GIVEN DATA below:

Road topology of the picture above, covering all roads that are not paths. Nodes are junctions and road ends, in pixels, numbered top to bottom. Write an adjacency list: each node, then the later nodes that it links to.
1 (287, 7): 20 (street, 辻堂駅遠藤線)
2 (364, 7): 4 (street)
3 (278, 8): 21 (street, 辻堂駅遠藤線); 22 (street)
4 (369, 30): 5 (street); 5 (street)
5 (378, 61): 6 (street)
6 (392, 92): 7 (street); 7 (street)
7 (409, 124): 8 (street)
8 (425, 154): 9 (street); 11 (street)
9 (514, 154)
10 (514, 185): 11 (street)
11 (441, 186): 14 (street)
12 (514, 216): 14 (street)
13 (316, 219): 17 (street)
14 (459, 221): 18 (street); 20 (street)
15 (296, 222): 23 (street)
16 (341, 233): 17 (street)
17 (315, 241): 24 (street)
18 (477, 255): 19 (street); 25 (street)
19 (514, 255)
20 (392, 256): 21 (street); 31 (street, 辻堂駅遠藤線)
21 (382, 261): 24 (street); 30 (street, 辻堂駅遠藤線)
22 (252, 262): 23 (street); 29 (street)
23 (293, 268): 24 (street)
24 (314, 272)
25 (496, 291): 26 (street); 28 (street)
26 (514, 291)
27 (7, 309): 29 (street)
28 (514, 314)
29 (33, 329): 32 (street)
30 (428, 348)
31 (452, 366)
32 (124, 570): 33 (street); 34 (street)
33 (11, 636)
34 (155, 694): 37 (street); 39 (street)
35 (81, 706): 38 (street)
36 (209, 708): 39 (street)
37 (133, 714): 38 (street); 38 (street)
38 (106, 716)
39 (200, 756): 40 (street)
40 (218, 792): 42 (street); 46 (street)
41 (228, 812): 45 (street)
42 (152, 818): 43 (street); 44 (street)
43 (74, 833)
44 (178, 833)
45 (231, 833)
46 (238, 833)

End of GIVEN DATA.

WORK REQUIRED: Each entry is to be output exactly as it was written.

RESULT OF THIS EXERCISE:
Road topology of the picture above, covering all roads that are not paths. Nodes are junctions and road ends, in pixels, numbered top to bottom. Write an adjacency list: each node, then the later nodes that it links to.
1 (287, 7): 20 (street, 辻堂駅遠藤線)
2 (364, 7): 4 (street)
3 (278, 8): 21 (street, 辻堂駅遠藤線); 22 (street)
4 (369, 30): 5 (street); 5 (street)
5 (378, 61): 6 (street)
6 (392, 92): 7 (street); 7 (street)
7 (409, 124): 8 (street)
8 (425, 154): 9 (street); 11 (street)
9 (514, 154)
10 (514, 185): 11 (street)
11 (441, 186): 14 (street)
12 (514, 216): 14 (street)
13 (316, 219): 17 (street)
14 (459, 221): 18 (street); 20 (street)
15 (296, 222): 23 (street)
16 (341, 233): 17 (street)
17 (315, 241): 24 (street)
18 (477, 255): 19 (street); 25 (street)
19 (514, 255)
20 (392, 256): 21 (street); 31 (street, 辻堂駅遠藤線)
21 (382, 261): 24 (street); 30 (street, 辻堂駅遠藤線)
22 (252, 262): 23 (street); 29 (street)
23 (293, 268): 24 (street)
24 (314, 272)
25 (496, 291): 26 (street); 28 (street)
26 (514, 291)
27 (7, 309): 29 (street)
28 (514, 314)
29 (33, 329): 32 (street)
30 (428, 348)
31 (452, 366)
32 (124, 570): 33 (street); 34 (street)
33 (11, 636)
34 (155, 694): 37 (street); 39 (street)
35 (81, 706): 38 (street)
36 (209, 708): 39 (street)
37 (133, 714): 38 (street); 38 (street)
38 (106, 716)
39 (200, 756): 40 (street)
40 (218, 792): 42 (street); 46 (street)
41 (228, 812): 45 (street)
42 (152, 818): 43 (street); 44 (street)
43 (74, 833)
44 (178, 833)
45 (231, 833)
46 (238, 833)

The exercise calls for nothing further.